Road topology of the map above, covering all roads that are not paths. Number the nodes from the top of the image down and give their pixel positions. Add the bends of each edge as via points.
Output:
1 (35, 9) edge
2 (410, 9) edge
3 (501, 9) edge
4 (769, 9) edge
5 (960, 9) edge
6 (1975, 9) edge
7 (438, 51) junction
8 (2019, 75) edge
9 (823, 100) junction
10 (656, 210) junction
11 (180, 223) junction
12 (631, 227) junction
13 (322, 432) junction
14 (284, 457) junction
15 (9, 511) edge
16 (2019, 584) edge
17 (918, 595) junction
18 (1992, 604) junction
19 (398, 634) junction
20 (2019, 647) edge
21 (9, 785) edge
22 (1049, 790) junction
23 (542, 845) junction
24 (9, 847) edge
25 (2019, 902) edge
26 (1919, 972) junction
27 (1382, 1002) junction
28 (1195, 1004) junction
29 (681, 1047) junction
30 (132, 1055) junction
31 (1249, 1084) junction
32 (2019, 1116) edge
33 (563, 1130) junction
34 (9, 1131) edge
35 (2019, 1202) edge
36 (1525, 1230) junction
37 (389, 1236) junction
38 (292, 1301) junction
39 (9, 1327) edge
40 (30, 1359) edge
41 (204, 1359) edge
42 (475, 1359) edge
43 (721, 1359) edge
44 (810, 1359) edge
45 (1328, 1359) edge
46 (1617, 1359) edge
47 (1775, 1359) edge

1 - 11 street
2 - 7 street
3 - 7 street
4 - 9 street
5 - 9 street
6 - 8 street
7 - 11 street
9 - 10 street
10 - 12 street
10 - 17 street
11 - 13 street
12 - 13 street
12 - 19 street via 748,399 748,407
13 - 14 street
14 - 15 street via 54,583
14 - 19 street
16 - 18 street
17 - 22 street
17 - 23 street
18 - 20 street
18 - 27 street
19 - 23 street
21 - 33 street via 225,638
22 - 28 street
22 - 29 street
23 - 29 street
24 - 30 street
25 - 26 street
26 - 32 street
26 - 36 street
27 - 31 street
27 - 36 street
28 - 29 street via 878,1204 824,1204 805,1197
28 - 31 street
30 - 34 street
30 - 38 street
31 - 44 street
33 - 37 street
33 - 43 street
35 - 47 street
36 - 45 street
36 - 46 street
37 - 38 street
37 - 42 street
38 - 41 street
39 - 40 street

|---|

= About this exercise =
The records above need copying again. Keep each word as it is.

= Result for this exercise =
Road topology of the map above, covering all roads that are not paths. Number the nodes from the top of the image down and give their pixel positions. Add the bends of each edge as via points.
Output:
1 (35, 9) edge
2 (410, 9) edge
3 (501, 9) edge
4 (769, 9) edge
5 (960, 9) edge
6 (1975, 9) edge
7 (438, 51) junction
8 (2019, 75) edge
9 (823, 100) junction
10 (656, 210) junction
11 (180, 223) junction
12 (631, 227) junction
13 (322, 432) junction
14 (284, 457) junction
15 (9, 511) edge
16 (2019, 584) edge
17 (918, 595) junction
18 (1992, 604) junction
19 (398, 634) junction
20 (2019, 647) edge
21 (9, 785) edge
22 (1049, 790) junction
23 (542, 845) junction
24 (9, 847) edge
25 (2019, 902) edge
26 (1919, 972) junction
27 (1382, 1002) junction
28 (1195, 1004) junction
29 (681, 1047) junction
30 (132, 1055) junction
31 (1249, 1084) junction
32 (2019, 1116) edge
33 (563, 1130) junction
34 (9, 1131) edge
35 (2019, 1202) edge
36 (1525, 1230) junction
37 (389, 1236) junction
38 (292, 1301) junction
39 (9, 1327) edge
40 (30, 1359) edge
41 (204, 1359) edge
42 (475, 1359) edge
43 (721, 1359) edge
44 (810, 1359) edge
45 (1328, 1359) edge
46 (1617, 1359) edge
47 (1775, 1359) edge

1 - 11 street
2 - 7 street
3 - 7 street
4 - 9 street
5 - 9 street
6 - 8 street
7 - 11 street
9 - 10 street
10 - 12 street
10 - 17 street
11 - 13 street
12 - 13 street
12 - 19 street via 748,399 748,407
13 - 14 street
14 - 15 street via 54,583
14 - 19 street
16 - 18 street
17 - 22 street
17 - 23 street
18 - 20 street
18 - 27 street
19 - 23 street
21 - 33 street via 225,638
22 - 28 street
22 - 29 street
23 - 29 street
24 - 30 street
25 - 26 street
26 - 32 street
26 - 36 street
27 - 31 street
27 - 36 street
28 - 29 street via 878,1204 824,1204 805,1197
28 - 31 street
30 - 34 street
30 - 38 street
31 - 44 street
33 - 37 street
33 - 43 street
35 - 47 street
36 - 45 street
36 - 46 street
37 - 38 street
37 - 42 street
38 - 41 street
39 - 40 street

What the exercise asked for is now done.